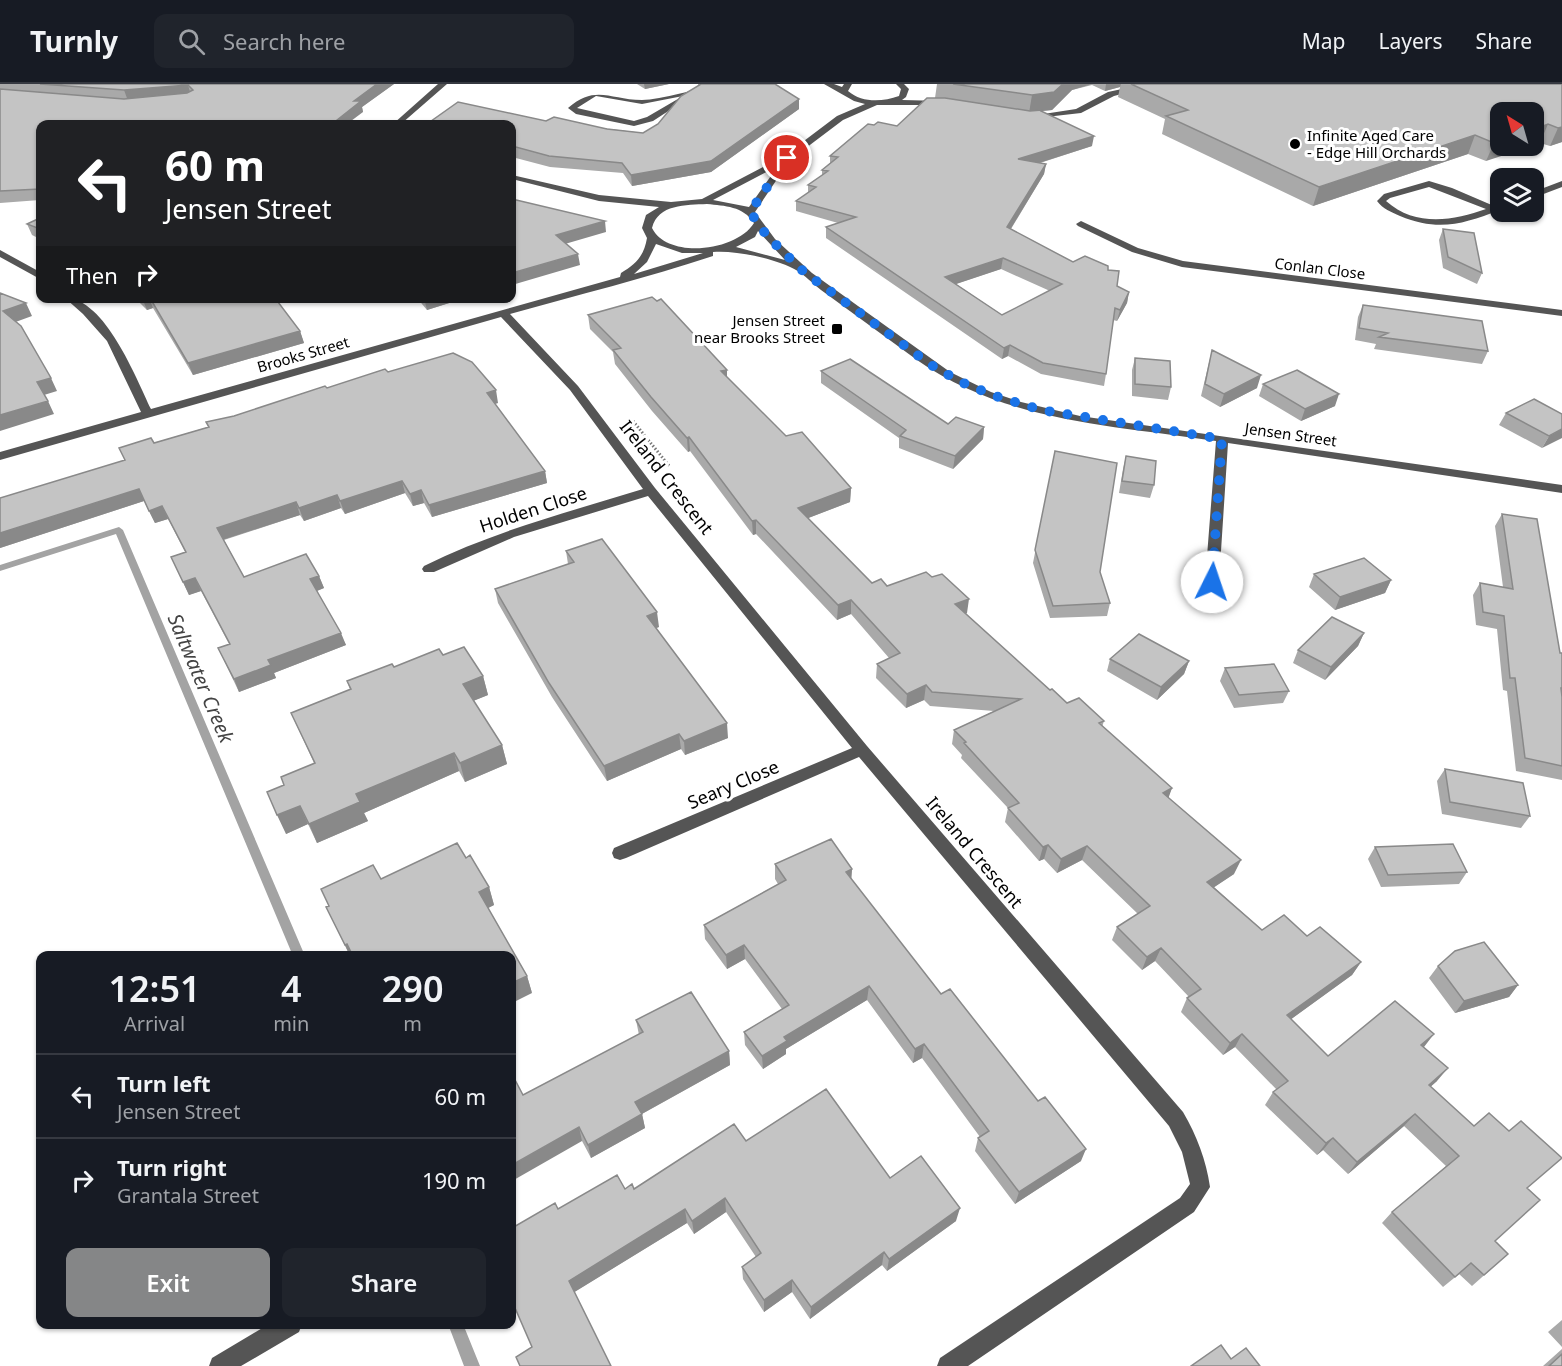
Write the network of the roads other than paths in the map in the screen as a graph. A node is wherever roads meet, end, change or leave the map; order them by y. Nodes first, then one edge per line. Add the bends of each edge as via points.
1 (443, 84) edge
2 (731, 84) edge
3 (828, 84) edge
4 (1155, 84) edge
5 (902, 85) edge
6 (697, 92) junction
7 (845, 95) edge
8 (880, 102) junction
9 (944, 104) junction
10 (955, 105) edge
11 (1018, 116) edge
12 (840, 118) junction
13 (402, 120) edge
14 (787, 158) junction
15 (516, 178) edge
16 (1562, 184) edge
17 (1544, 191) edge
18 (599, 198) junction
19 (697, 201) junction
20 (672, 206) junction
21 (1497, 208) edge
22 (750, 212) junction
23 (648, 222) junction
24 (758, 223) junction
25 (1081, 224) dead end
26 (652, 237) junction
27 (724, 248) junction
28 (0, 254) edge
29 (36, 272) edge
30 (804, 272) junction
31 (614, 281) junction
32 (76, 303) edge
33 (503, 313) junction
34 (1562, 314) edge
35 (148, 414) junction
36 (1222, 439) junction
37 (0, 456) edge
38 (1562, 489) edge
39 (651, 491) junction
40 (429, 570) dead end
41 (1212, 582) dead end
42 (862, 750) junction
43 (620, 853) dead end
44 (283, 1329) edge
45 (220, 1366) edge
46 (948, 1366) edge

1 - 13 street
2 - 6 street
3 - 7 street
4 - 11 street via 1111,94 1078,111
5 - 8 street via 906,91 902,96
5 - 9 street
6 - 6 street via 634,124 572,108 596,94 642,102
7 - 8 street
7 - 12 street
8 - 9 street
8 - 12 street
9 - 10 street
12 - 14 street
14 - 19 street via 724,192
14 - 22 street
15 - 18 street
16 - 17 street
18 - 20 street
18 - 23 street
19 - 20 street
19 - 22 street via 731,204
20 - 23 street via 659,211
21 - 21 street via 1458,223 1439,224 1414,220 1381,201 1428,184
22 - 24 street, Jensen Street
23 - 26 street via 647,230
24 - 27 street, Brooks Street via 747,239
24 - 30 street, Jensen Street
25 - 34 street, Conlan Close via 1135,250 1182,264
26 - 27 street via 677,248
26 - 31 street, Brooks Street via 650,255 645,261
27 - 30 street, Jensen Street via 784,261
27 - 31 street, Brooks Street via 659,271
28 - 29 street
30 - 36 street, Jensen Street via 931,365 978,390 1068,416
31 - 33 street, Brooks Street
32 - 35 street via 112,340
33 - 35 street, Brooks Street
33 - 39 street, Ireland Crescent via 574,388
35 - 37 street, Brooks Street
36 - 38 street, Jensen Street
36 - 41 street
39 - 40 street, Holden Close via 487,542
39 - 42 street, Ireland Crescent
42 - 43 street, Seary Close
42 - 46 street, Ireland Crescent via 1176,1119 1191,1143 1198,1165 1200,1187 1186,1205
44 - 45 street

Task requirements:
Where the string "Crescent" turns up in a line of the data above, copy that whole line.

Exercise response:
33 - 39 street, Ireland Crescent via 574,388
39 - 42 street, Ireland Crescent
42 - 46 street, Ireland Crescent via 1176,1119 1191,1143 1198,1165 1200,1187 1186,1205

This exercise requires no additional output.